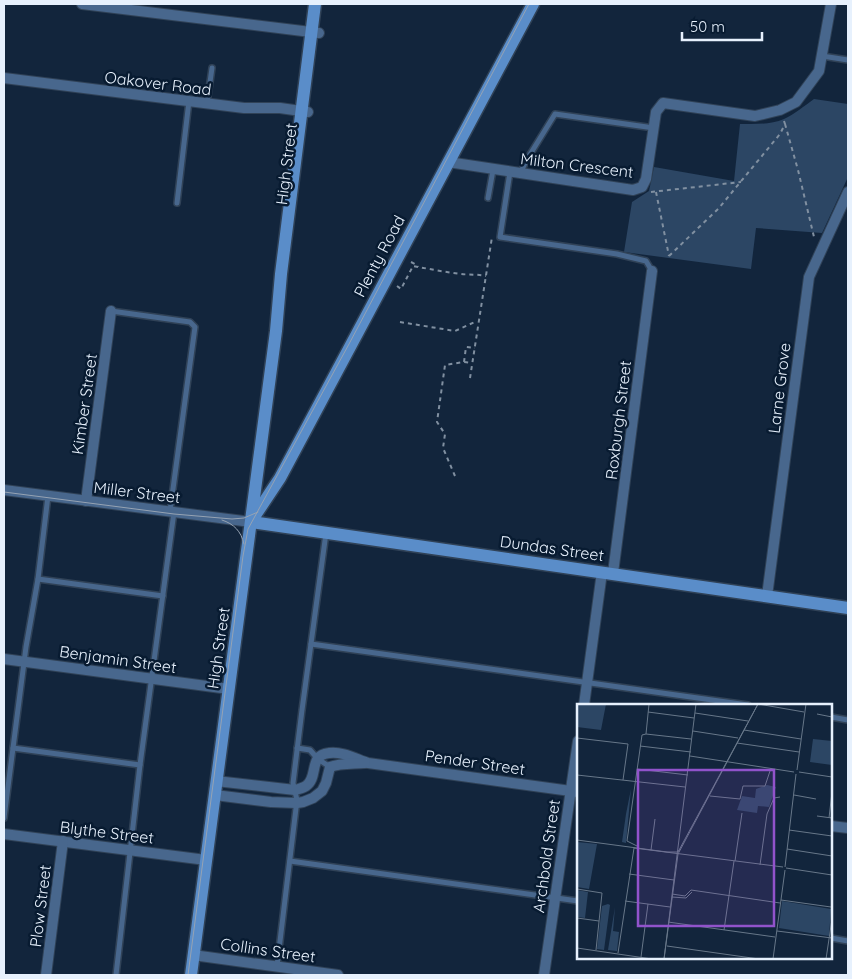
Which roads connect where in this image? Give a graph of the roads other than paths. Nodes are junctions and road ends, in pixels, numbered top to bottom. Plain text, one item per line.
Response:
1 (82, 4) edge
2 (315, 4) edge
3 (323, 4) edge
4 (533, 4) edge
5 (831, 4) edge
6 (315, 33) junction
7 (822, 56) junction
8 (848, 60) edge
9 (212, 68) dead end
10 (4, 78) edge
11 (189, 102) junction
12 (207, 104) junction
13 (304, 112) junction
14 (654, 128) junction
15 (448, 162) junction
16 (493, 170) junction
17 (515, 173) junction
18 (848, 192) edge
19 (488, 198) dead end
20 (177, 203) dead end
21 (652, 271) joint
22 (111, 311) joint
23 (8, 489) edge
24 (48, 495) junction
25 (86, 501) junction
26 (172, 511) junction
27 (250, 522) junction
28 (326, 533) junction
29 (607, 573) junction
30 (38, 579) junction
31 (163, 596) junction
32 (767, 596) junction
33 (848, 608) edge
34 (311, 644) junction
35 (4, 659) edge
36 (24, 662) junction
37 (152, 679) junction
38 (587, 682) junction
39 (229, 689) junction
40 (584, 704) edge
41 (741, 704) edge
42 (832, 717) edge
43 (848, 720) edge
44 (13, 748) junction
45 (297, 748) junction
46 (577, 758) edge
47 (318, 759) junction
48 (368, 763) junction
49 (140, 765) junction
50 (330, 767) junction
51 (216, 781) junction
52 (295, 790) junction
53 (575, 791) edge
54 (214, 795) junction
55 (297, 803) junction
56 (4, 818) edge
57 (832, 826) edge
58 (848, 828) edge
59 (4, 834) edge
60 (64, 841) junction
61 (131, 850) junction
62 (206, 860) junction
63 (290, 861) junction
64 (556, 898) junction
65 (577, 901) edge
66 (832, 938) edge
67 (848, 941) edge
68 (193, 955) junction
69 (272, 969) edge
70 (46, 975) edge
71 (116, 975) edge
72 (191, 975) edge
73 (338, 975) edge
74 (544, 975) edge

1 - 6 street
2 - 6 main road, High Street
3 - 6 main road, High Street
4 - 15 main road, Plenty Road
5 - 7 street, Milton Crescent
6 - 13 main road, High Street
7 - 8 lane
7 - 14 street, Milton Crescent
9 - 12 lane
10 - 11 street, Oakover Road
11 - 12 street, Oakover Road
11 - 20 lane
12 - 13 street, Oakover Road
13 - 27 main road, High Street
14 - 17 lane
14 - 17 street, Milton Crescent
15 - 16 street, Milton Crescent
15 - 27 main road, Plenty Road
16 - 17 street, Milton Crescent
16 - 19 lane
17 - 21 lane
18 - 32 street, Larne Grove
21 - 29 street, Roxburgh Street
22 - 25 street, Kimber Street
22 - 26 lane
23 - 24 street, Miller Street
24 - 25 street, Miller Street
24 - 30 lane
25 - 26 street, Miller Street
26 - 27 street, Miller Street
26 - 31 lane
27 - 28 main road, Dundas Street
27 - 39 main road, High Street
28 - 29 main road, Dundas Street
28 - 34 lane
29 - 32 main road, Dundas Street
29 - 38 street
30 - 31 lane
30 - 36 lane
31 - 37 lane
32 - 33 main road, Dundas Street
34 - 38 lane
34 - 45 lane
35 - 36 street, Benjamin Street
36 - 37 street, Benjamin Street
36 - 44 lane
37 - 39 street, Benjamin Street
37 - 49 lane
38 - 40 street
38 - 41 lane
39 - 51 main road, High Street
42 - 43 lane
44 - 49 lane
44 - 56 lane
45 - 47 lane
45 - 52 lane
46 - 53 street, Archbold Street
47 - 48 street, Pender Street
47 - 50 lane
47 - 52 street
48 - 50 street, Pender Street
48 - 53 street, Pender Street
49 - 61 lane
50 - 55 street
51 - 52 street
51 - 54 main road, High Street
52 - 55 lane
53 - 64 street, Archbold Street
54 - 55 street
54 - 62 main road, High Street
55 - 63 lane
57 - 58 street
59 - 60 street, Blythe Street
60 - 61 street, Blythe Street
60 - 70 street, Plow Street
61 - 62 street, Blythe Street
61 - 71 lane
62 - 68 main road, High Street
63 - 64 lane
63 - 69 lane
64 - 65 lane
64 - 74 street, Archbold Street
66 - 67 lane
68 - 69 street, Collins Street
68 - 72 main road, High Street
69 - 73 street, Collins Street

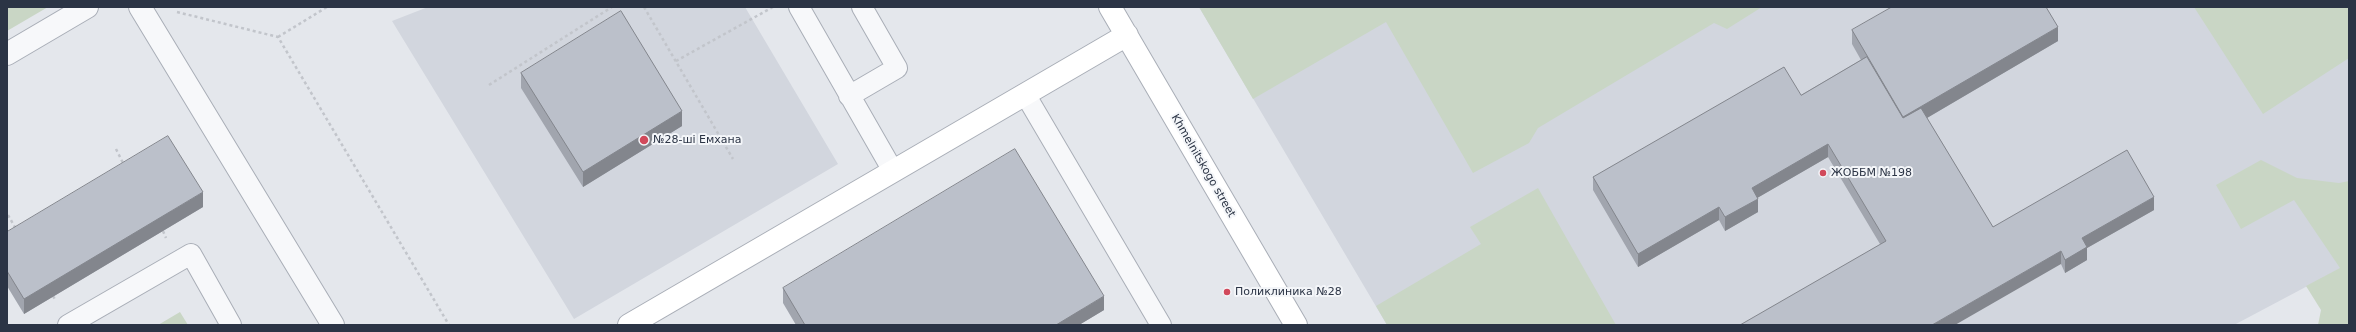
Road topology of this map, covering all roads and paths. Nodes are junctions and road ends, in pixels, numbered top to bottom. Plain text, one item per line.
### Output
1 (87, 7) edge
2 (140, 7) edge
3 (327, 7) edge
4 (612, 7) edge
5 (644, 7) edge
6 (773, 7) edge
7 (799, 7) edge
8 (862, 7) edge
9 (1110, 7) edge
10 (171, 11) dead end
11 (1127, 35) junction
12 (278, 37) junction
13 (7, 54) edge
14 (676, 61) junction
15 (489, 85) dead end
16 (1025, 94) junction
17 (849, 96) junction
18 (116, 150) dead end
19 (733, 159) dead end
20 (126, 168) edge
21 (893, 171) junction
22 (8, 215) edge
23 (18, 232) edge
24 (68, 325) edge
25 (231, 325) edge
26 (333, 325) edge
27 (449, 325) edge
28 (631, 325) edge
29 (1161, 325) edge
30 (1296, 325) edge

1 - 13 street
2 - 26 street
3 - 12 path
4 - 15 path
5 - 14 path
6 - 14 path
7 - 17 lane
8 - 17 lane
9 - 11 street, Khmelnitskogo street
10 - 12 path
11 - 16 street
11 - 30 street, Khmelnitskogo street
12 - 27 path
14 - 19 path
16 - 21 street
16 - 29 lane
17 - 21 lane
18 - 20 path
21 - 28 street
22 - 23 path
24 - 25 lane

--------

#### THE PROBLEM:
Everything from the line containing "Road topology of" down to the last line of the entries is to be returned exactly, both ends included, and nothing beyond it.

#### THE ANSWER:
Road topology of this map, covering all roads and paths. Nodes are junctions and road ends, in pixels, numbered top to bottom. Plain text, one item per line.
### Output
1 (87, 7) edge
2 (140, 7) edge
3 (327, 7) edge
4 (612, 7) edge
5 (644, 7) edge
6 (773, 7) edge
7 (799, 7) edge
8 (862, 7) edge
9 (1110, 7) edge
10 (171, 11) dead end
11 (1127, 35) junction
12 (278, 37) junction
13 (7, 54) edge
14 (676, 61) junction
15 (489, 85) dead end
16 (1025, 94) junction
17 (849, 96) junction
18 (116, 150) dead end
19 (733, 159) dead end
20 (126, 168) edge
21 (893, 171) junction
22 (8, 215) edge
23 (18, 232) edge
24 (68, 325) edge
25 (231, 325) edge
26 (333, 325) edge
27 (449, 325) edge
28 (631, 325) edge
29 (1161, 325) edge
30 (1296, 325) edge

1 - 13 street
2 - 26 street
3 - 12 path
4 - 15 path
5 - 14 path
6 - 14 path
7 - 17 lane
8 - 17 lane
9 - 11 street, Khmelnitskogo street
10 - 12 path
11 - 16 street
11 - 30 street, Khmelnitskogo street
12 - 27 path
14 - 19 path
16 - 21 street
16 - 29 lane
17 - 21 lane
18 - 20 path
21 - 28 street
22 - 23 path
24 - 25 lane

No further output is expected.